+++ THE DATA +++
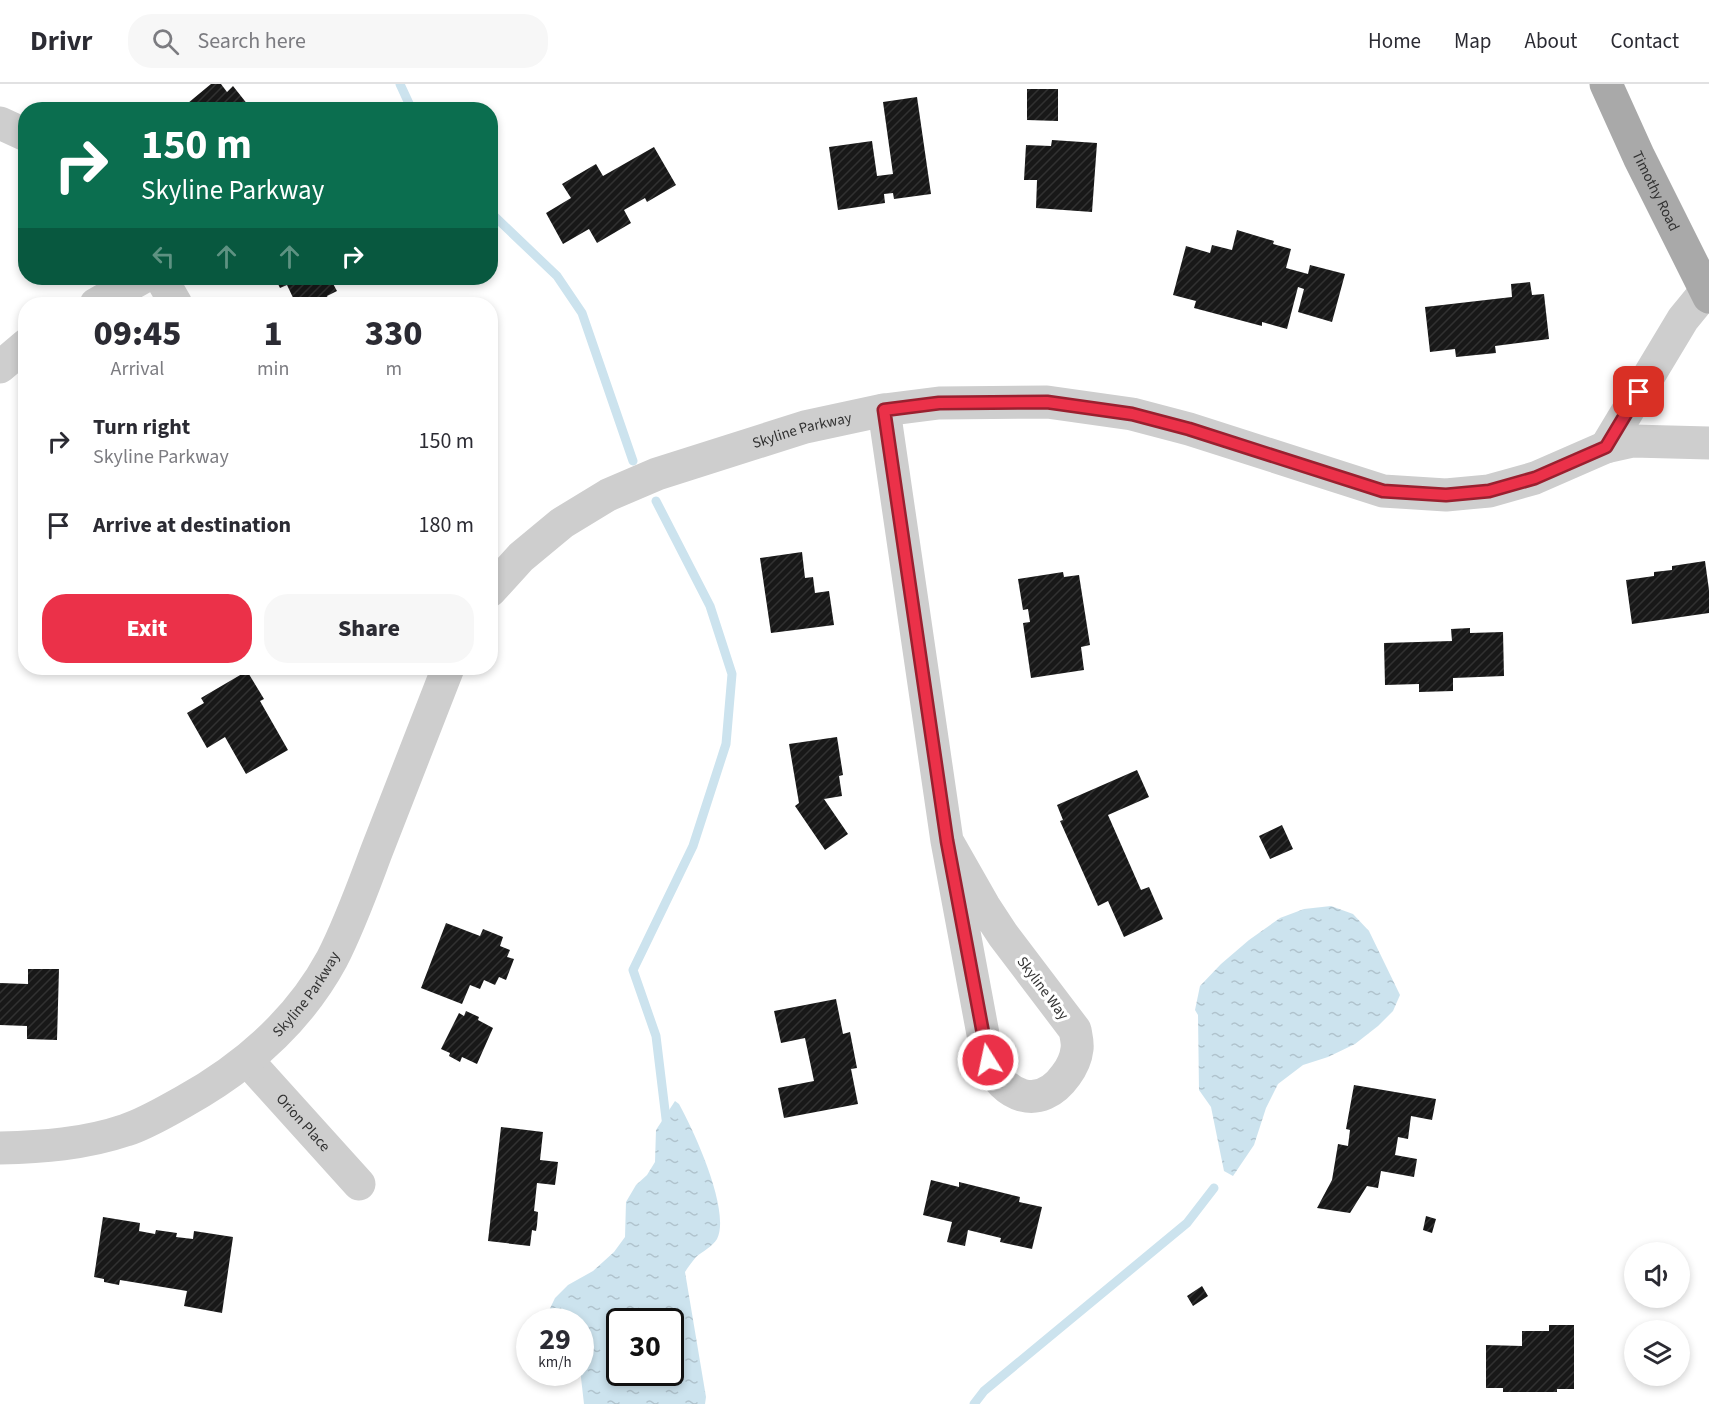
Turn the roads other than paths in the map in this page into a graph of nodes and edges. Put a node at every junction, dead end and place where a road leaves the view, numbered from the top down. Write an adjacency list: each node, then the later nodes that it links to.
1 (1606, 84): 5 (main road, Timothy Road)
2 (0, 123): 3 (street)
3 (18, 131)
4 (130, 285): 6 (street)
5 (1708, 294): 11 (street)
6 (108, 297)
7 (18, 352): 8 (street)
8 (0, 367)
9 (884, 410): 11 (street, Skyline Parkway); 12 (street, Skyline Parkway); 14 (street, Skyline Way)
10 (1709, 443): 11 (street, Skyline Parkway)
11 (1606, 447)
12 (498, 582)
13 (445, 675): 15 (street, Skyline Parkway)
14 (947, 841): 14 (street, Skyline Way)
15 (247, 1060): 16 (street, Skyline Parkway); 17 (street, Orion Place)
16 (0, 1148)
17 (359, 1184)

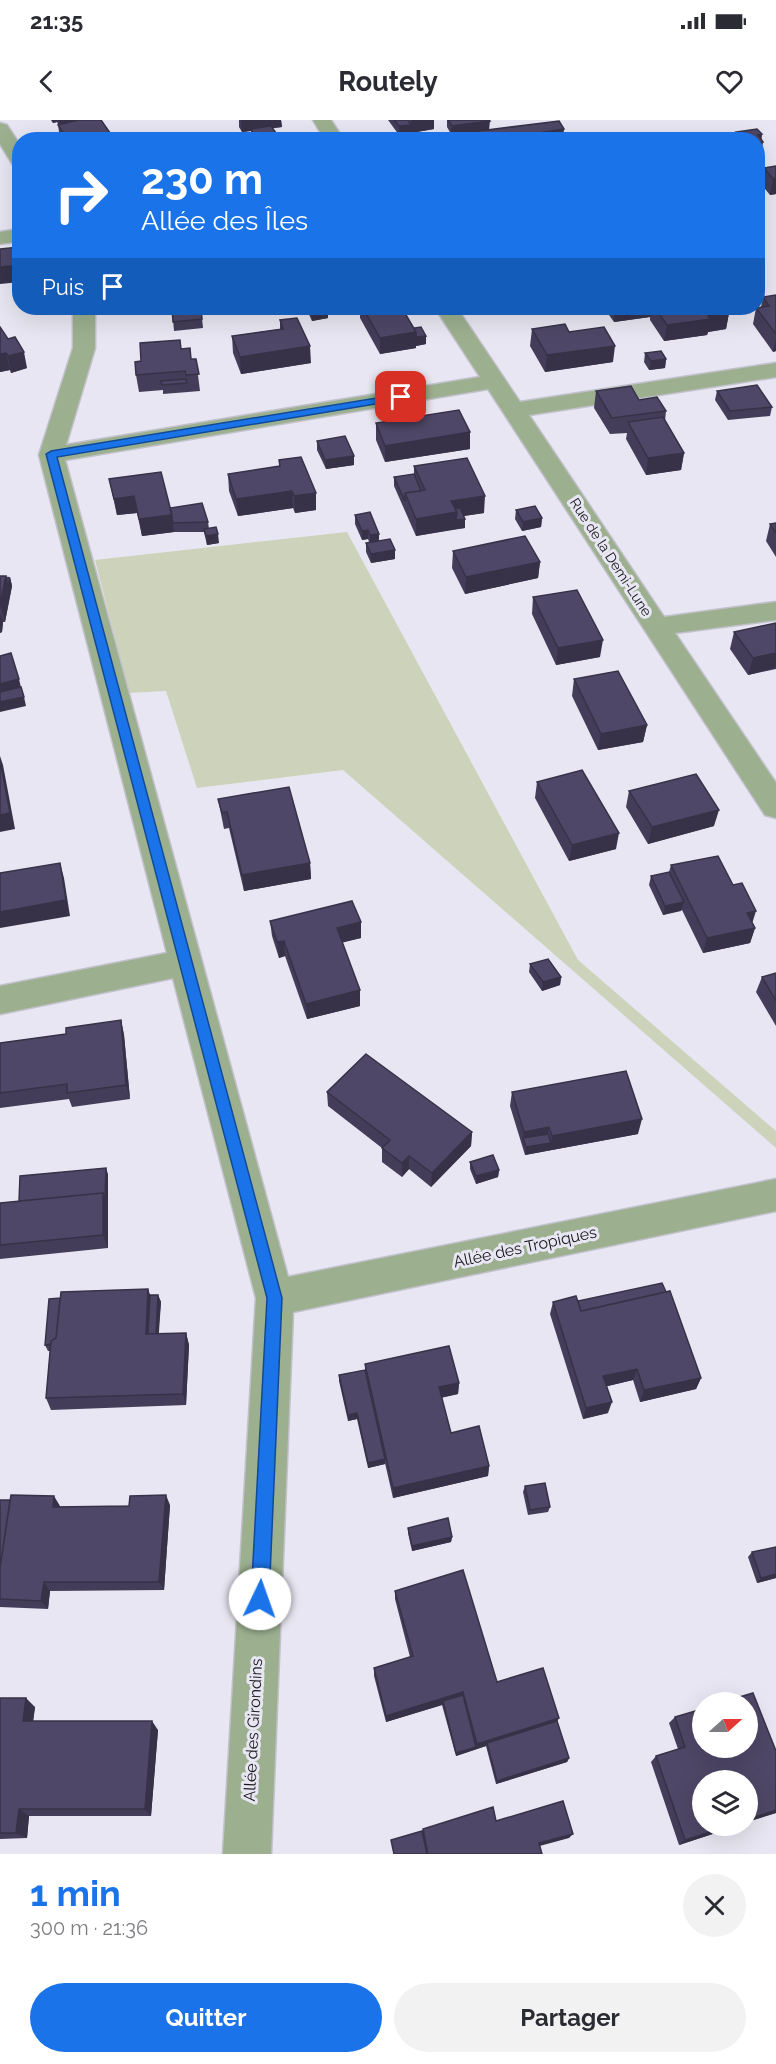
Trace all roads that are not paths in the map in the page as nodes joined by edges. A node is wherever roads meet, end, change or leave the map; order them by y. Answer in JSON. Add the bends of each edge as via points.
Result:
{"nodes":[{"id":1,"x":0,"y":129,"type":"edge"},
{"id":2,"x":12,"y":148,"type":"edge"},
{"id":3,"x":84,"y":315,"type":"edge"},
{"id":4,"x":451,"y":315,"type":"edge"},
{"id":5,"x":776,"y":370,"type":"edge"},
{"id":6,"x":495,"y":381,"type":"junction"},
{"id":7,"x":513,"y":410,"type":"junction"},
{"id":8,"x":51,"y":454,"type":"junction"},
{"id":9,"x":776,"y":610,"type":"edge"},
{"id":10,"x":657,"y":627,"type":"junction"},
{"id":11,"x":776,"y":807,"type":"edge"},
{"id":12,"x":186,"y":962,"type":"junction"},
{"id":13,"x":0,"y":1000,"type":"edge"},
{"id":14,"x":776,"y":1195,"type":"edge"},
{"id":15,"x":274,"y":1298,"type":"junction"},
{"id":16,"x":247,"y":1854,"type":"edge"}],
"edges":[{"from":1,"to":2,"type":"street"},
{"from":3,"to":8,"type":"street","via":[[84,348]]},
{"from":4,"to":6,"type":"street","name":"Rue de la Demi-Lune"},
{"from":5,"to":7,"type":"street"},
{"from":6,"to":7,"type":"street","name":"Rue de la Demi-Lune"},
{"from":6,"to":8,"type":"street"},
{"from":7,"to":10,"type":"street","name":"Rue de la Demi-Lune"},
{"from":8,"to":12,"type":"street","name":"Allée des Girondins"},
{"from":9,"to":10,"type":"street"},
{"from":10,"to":11,"type":"street","name":"Rue de la Demi-Lune"},
{"from":12,"to":13,"type":"street"},
{"from":12,"to":15,"type":"street","name":"Allée des Girondins"},
{"from":14,"to":15,"type":"street","name":"Allée des Tropiques"},
{"from":15,"to":16,"type":"street","name":"Allée des Girondins"}]}
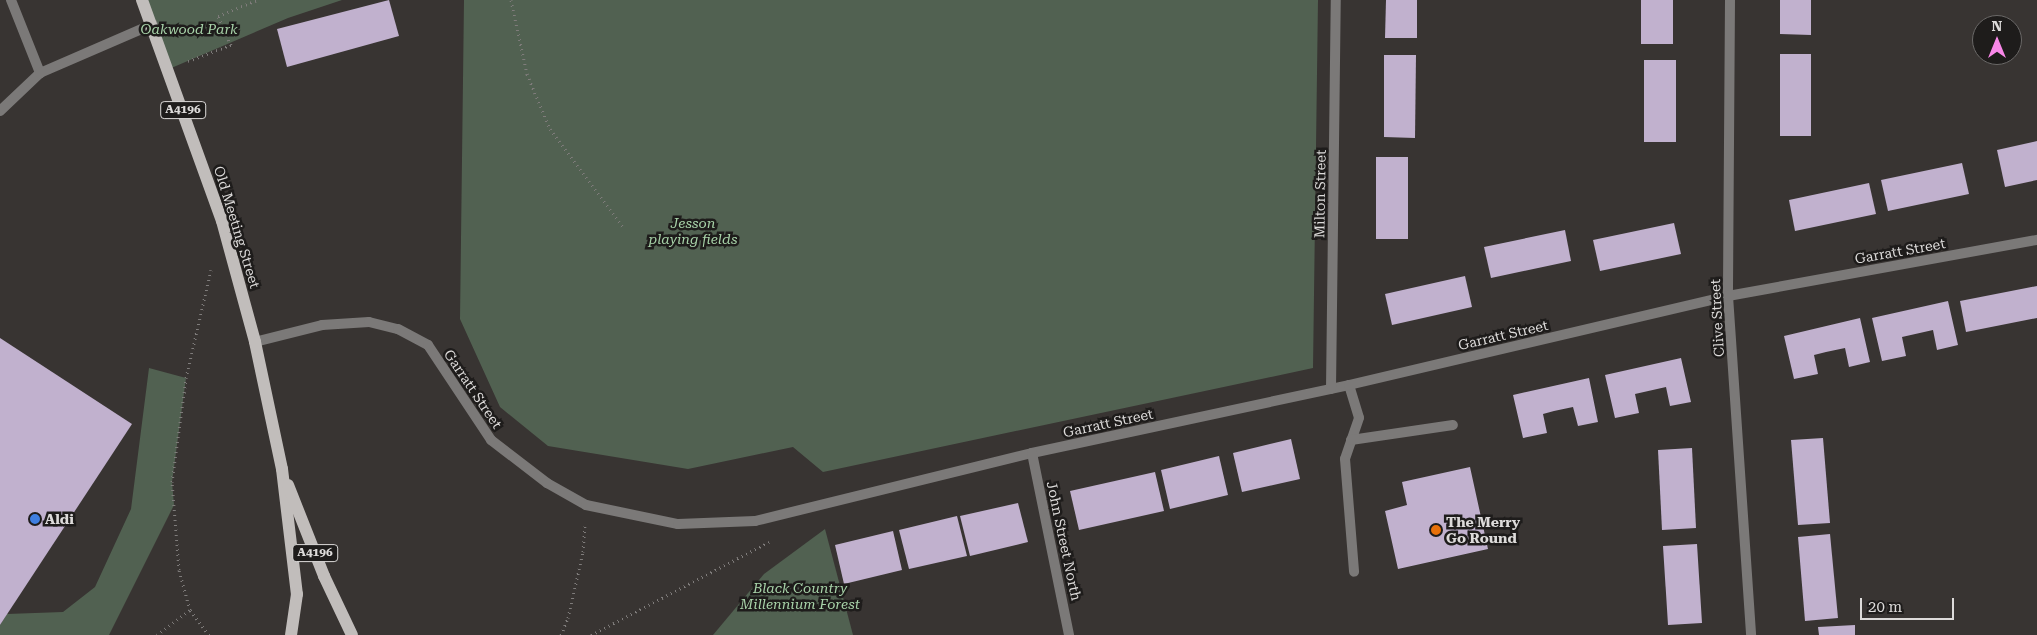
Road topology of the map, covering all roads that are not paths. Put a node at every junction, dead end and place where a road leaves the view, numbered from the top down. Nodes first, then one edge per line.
1 (11, 0) edge
2 (142, 0) edge
3 (1336, 0) edge
4 (1730, 0) edge
5 (153, 24) junction
6 (40, 73) junction
7 (0, 111) edge
8 (2037, 240) edge
9 (1728, 296) junction
10 (254, 342) junction
11 (1349, 385) junction
12 (1331, 388) junction
13 (1453, 425) dead end
14 (1351, 440) junction
15 (1032, 454) junction
16 (282, 469) junction
17 (1354, 572) dead end
18 (291, 635) edge
19 (352, 635) edge
20 (1069, 635) edge
21 (1751, 635) edge

1 - 6 street
2 - 5 main road, Old Meeting Street / A4196
3 - 12 street, Milton Street
4 - 9 street, Clive Street
5 - 6 street
5 - 10 main road, Old Meeting Street / A4196
6 - 7 street
8 - 9 street, Garratt Street
9 - 11 street, Garratt Street
9 - 21 street, Clive Street
10 - 15 street, Garratt Street
10 - 16 main road, Old Meeting Street / A4196
11 - 12 street, Garratt Street
11 - 14 street
12 - 15 street, Garratt Street
13 - 14 street
14 - 17 street
15 - 20 street, John Street North
16 - 18 main road, Old Meeting Street / A4196
16 - 19 main road, Old Meeting Street / A4196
+++
▸ **TASK GOAL**
Omit the pictures. Print, word for word, the lines from the beginning of the entries above through the line that holds "Trace all roads".

▸ **TASK ANSWER**
Turn the roads other than paths in the map in this page into a graph of nodes and edges. Put a node at every junction, dead end and place where a road leaves the view, numbered from the top down. Write an adjacency list: each node, then the later nodes that it links to.
1 (1606, 84): 5 (main road, Timothy Road)
2 (0, 123): 3 (street)
3 (18, 131)
4 (130, 285): 6 (street)
5 (1708, 294): 11 (street)
6 (108, 297)
7 (18, 352): 8 (street)
8 (0, 367)
9 (884, 410): 11 (street, Skyline Parkway); 12 (street, Skyline Parkway); 14 (street, Skyline Way)
10 (1709, 443): 11 (street, Skyline Parkway)
11 (1606, 447)
12 (498, 582)
13 (445, 675): 15 (street, Skyline Parkway)
14 (947, 841): 14 (street, Skyline Way)
15 (247, 1060): 16 (street, Skyline Parkway); 17 (street, Orion Place)
16 (0, 1148)
17 (359, 1184)

Trace all roads that are not paths in the map in the page as nodes joined by edges. A node is wherever roads meet, end, change or leave the map; order them by y. Answer in JSON. Add the bends of each edge as via points.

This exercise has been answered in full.